/---

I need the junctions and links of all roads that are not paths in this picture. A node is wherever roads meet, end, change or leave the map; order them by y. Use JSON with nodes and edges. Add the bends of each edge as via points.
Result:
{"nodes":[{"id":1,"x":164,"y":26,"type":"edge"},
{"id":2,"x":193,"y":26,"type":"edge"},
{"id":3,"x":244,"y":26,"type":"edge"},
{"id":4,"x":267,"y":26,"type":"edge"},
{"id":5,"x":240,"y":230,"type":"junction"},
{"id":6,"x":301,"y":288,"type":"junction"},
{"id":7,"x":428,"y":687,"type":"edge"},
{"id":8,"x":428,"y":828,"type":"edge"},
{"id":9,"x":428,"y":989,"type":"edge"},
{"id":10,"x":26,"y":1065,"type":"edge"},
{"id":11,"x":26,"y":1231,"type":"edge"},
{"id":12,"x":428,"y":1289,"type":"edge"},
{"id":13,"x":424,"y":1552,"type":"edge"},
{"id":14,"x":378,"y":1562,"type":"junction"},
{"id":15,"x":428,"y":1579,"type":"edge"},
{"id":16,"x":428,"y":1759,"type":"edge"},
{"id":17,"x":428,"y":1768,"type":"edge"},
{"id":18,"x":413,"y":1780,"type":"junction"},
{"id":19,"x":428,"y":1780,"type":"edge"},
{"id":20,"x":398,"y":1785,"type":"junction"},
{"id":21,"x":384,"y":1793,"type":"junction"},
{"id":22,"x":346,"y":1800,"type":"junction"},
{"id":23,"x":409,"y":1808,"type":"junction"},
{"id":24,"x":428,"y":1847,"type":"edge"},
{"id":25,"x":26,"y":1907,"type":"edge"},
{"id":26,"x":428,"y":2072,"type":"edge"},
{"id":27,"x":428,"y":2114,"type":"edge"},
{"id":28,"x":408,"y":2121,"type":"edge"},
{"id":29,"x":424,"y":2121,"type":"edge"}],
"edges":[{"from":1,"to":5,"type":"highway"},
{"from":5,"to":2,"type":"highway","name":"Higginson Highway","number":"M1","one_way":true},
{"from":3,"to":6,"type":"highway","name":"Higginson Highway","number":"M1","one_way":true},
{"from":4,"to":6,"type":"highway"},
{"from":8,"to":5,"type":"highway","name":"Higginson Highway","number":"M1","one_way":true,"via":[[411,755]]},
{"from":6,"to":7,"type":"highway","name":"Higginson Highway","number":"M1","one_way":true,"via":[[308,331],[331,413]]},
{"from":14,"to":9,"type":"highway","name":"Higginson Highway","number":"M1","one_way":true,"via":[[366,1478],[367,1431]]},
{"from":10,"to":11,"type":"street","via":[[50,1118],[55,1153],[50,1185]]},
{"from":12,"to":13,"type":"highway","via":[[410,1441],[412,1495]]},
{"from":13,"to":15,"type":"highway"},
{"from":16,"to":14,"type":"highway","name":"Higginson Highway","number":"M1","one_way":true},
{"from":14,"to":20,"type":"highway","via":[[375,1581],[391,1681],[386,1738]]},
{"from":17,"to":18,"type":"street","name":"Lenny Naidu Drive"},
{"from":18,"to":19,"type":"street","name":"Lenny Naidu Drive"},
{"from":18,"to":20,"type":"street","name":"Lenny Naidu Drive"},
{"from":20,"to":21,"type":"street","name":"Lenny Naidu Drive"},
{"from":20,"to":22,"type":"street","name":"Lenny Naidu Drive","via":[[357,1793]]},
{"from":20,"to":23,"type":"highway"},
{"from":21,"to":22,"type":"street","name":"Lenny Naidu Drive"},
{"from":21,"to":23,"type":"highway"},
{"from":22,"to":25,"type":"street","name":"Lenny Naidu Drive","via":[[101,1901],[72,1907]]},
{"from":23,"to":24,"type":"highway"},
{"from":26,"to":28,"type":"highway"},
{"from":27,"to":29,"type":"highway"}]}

\---

(Task statement): Among the records above, find the lines that contain "Drive" and copy every one.

(Solution to the exercise):
{"from":17,"to":18,"type":"street","name":"Lenny Naidu Drive"},
{"from":18,"to":19,"type":"street","name":"Lenny Naidu Drive"},
{"from":18,"to":20,"type":"street","name":"Lenny Naidu Drive"},
{"from":20,"to":21,"type":"street","name":"Lenny Naidu Drive"},
{"from":20,"to":22,"type":"street","name":"Lenny Naidu Drive","via":[[357,1793]]},
{"from":21,"to":22,"type":"street","name":"Lenny Naidu Drive"},
{"from":22,"to":25,"type":"street","name":"Lenny Naidu Drive","via":[[101,1901],[72,1907]]},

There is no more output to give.